Hazel encarna o profeta da desesperança em uma terra onde o
fanatismo predomina. Seu apelo ao culto sem Cristo, sem milagres e sem
ressurreição, ofendia a fé cristalizada e opaca, daquele povoado. Em uma terra
coletivamente cega
— onde cada
um interpreta o mundo por intermédios de suas lentes turvas
— qual caminho e qual verdade se deve perseguir? A
sensação desde as primeiras páginas é que estamos diante de um mundo
pós-apocalíptico, onde o sagrado é buscado como arma para estabelecer um reino
tirânico, em nome da fé. Em meio a disputa pelo poder religioso, a mentira
consegue trajar trapos da verdade para sair triunfante. O protagonista é
arrebatado pela vontade irracional de levar as boas novas da incredulidade. Uma
igreja onde não existiria Cristo pendurado no madeiro.
O Cristo crucificado estava desonrado por falsos pregadores.

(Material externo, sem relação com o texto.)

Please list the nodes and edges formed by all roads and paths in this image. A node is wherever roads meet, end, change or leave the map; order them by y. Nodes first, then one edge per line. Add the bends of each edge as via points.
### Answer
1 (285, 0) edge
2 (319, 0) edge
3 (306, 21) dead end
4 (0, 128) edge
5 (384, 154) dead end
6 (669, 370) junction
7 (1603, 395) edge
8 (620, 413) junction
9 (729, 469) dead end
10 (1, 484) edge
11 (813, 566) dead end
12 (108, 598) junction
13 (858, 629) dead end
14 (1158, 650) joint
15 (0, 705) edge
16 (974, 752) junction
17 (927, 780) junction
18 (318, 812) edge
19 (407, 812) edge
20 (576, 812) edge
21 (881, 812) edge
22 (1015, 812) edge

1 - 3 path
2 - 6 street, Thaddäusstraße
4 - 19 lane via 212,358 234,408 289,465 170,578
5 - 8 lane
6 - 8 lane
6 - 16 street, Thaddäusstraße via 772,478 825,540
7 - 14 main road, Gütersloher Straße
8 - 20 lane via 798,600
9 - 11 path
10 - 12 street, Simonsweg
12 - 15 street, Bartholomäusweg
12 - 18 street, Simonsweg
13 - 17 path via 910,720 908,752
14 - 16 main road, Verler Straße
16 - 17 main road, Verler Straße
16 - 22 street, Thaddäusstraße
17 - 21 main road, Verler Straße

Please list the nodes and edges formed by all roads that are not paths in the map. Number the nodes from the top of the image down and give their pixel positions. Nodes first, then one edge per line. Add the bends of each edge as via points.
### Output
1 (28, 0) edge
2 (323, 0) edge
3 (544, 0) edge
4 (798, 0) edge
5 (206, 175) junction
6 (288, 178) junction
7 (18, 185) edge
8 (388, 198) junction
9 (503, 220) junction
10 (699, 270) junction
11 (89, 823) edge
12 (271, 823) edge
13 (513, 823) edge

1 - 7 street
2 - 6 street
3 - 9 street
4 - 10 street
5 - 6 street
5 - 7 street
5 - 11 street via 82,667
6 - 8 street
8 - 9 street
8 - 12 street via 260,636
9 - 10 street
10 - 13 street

Tanto o Cristo quanto a Cruz estavam sendo profanadas por aqueles que se diziam
fiéis. Hazel tem um discurso combativo, febril, ácido e apelativo. Suas
pregações não são suavizadas, gentis ou dóceis. Sobre o carro, buscando
visibilidade, pregava eloquentemente. A escassa plateia que saia do cinema o
tomava por mais um lunático atrás de fama e lucro. Contudo, seus apelos estavam
perdendo força, como se sua voz estivesse embargada por moscas. Não havia
séquitos, ouvintes ou procissões. O máximo que consegue atrair é um malandro e
oportunista. Onnie Jay é uma personagem secundária, mas que também representa a
safra de charlatões, ao propor uma parceria a Hazel, na escusa intenção de
lucrar por intermédio das pregações oriundas da nova Igreja sem Cristo
Crucificado. Contudo, o que movia o protagonista Hazel não era o lucro ou a fama,
mas em despertar a consciência de uma liberdade sem culpa e pecado.
Hazel continua solitário em meio a sua mensagem redentora.
Ninguém se deixa levar ou seduzir por seu novo credo. Flannery O’Connor
continua a provocar o leitor, ao tornar a situação das personagens
— que já são precárias
— mais infernais, à medida que
a história tende a ter um desfecho trágico. O que se vislumbra é uma derrocada
generalizada, em decorrência dos distúrbios que as envolvem. Por fim, a ideia
de redenção fica inconclusiva; mesmo na desgraça ou no fracasso, na perspectiva
de cada uma das personagens, pode ser um meio
— mesmo inadequada
— de se salvar. Salvação que implica em penitências,
solidão e expiação do corpo. Elas se perdem em seus enganos e distúrbios em
relação ao sagrado, para se salvarem enquanto humanos aprisionados em universos
particulares. Salvação humanizada, que não se apoia no transcendente.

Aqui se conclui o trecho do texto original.